**DATA:**
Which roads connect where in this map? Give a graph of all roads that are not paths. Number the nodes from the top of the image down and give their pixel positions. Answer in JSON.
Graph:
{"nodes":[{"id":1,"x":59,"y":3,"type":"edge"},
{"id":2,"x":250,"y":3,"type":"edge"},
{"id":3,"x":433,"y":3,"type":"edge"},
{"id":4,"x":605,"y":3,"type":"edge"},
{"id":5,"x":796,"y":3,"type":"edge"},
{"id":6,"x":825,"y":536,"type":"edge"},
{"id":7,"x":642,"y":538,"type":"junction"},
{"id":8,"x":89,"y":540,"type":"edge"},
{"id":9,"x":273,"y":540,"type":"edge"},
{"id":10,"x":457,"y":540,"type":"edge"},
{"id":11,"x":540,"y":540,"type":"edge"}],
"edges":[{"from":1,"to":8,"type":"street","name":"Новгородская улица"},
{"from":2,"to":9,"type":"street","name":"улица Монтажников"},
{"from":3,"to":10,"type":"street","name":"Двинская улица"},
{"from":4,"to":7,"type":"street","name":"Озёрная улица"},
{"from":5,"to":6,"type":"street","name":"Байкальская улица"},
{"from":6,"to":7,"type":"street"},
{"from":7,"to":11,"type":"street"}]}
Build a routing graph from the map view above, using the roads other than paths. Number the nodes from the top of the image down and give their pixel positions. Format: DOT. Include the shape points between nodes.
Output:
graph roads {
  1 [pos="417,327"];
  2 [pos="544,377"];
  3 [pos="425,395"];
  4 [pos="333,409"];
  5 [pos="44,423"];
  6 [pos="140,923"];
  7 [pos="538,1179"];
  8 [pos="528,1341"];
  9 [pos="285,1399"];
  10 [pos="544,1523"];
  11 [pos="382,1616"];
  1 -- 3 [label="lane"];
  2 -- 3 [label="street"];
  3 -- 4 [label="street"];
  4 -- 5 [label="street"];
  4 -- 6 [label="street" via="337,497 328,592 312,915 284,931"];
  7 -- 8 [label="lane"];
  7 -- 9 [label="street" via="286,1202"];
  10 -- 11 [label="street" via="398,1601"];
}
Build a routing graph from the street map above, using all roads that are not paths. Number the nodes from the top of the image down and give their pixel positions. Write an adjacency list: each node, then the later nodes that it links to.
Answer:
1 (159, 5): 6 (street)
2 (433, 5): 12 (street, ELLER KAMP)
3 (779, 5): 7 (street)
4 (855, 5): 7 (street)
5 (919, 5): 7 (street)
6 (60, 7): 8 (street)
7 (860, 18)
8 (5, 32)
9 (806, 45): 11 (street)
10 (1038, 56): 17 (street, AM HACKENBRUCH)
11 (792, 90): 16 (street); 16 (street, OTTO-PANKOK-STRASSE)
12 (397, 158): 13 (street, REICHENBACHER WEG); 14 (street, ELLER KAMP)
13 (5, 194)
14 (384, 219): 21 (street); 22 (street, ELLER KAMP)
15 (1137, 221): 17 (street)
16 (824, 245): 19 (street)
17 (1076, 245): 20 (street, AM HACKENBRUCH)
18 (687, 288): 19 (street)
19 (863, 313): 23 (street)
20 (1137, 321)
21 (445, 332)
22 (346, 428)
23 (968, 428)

**YOUR ASSIGNMENT:**
Check each line of the entries for the word "Build", then state the count alone.

**PROBLEM SOLUTION:**
2